ENTRIES SUPPLIED —
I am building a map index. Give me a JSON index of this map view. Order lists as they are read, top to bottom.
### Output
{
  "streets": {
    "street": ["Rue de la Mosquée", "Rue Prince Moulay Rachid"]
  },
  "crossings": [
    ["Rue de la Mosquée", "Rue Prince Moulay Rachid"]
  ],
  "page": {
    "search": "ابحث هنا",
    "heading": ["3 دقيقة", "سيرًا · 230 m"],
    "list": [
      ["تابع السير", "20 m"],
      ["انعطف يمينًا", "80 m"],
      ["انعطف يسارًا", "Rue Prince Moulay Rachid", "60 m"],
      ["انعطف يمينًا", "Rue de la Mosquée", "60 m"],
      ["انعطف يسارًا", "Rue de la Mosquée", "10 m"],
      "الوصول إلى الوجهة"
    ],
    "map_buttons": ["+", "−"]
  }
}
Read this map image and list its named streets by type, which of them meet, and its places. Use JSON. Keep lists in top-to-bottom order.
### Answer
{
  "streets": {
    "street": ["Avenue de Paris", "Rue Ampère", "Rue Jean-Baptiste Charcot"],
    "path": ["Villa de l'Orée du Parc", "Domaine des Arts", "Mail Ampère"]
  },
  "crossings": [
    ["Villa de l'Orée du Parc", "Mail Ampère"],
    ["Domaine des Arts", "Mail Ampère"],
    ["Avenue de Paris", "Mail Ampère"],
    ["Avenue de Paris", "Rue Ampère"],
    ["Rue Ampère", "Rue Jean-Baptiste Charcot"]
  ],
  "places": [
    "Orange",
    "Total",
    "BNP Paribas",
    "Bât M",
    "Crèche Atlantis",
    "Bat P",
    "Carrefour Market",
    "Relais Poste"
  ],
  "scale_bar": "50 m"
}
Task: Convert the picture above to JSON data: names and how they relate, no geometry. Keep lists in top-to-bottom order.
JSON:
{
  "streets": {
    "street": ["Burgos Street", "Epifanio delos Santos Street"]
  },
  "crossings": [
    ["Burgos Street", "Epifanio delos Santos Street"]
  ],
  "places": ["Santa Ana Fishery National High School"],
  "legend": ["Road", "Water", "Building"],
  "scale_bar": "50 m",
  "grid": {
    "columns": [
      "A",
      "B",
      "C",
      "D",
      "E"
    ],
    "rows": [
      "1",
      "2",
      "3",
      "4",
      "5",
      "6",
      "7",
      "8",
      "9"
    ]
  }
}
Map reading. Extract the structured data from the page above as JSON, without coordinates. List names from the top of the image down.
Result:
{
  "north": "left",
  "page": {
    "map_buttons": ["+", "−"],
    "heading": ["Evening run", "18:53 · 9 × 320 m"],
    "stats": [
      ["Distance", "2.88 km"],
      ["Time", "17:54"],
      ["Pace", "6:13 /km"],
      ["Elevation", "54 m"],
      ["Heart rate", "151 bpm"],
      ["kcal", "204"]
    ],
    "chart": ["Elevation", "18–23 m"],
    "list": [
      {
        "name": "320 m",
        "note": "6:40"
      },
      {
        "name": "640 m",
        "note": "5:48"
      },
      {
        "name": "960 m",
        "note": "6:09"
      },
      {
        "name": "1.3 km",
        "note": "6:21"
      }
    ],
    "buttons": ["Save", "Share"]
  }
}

WHAT YOU HAVE TO DO — Give the count of lines in the material containing "lists". The reply is that number alone.

SOLVED PROBLEM — 3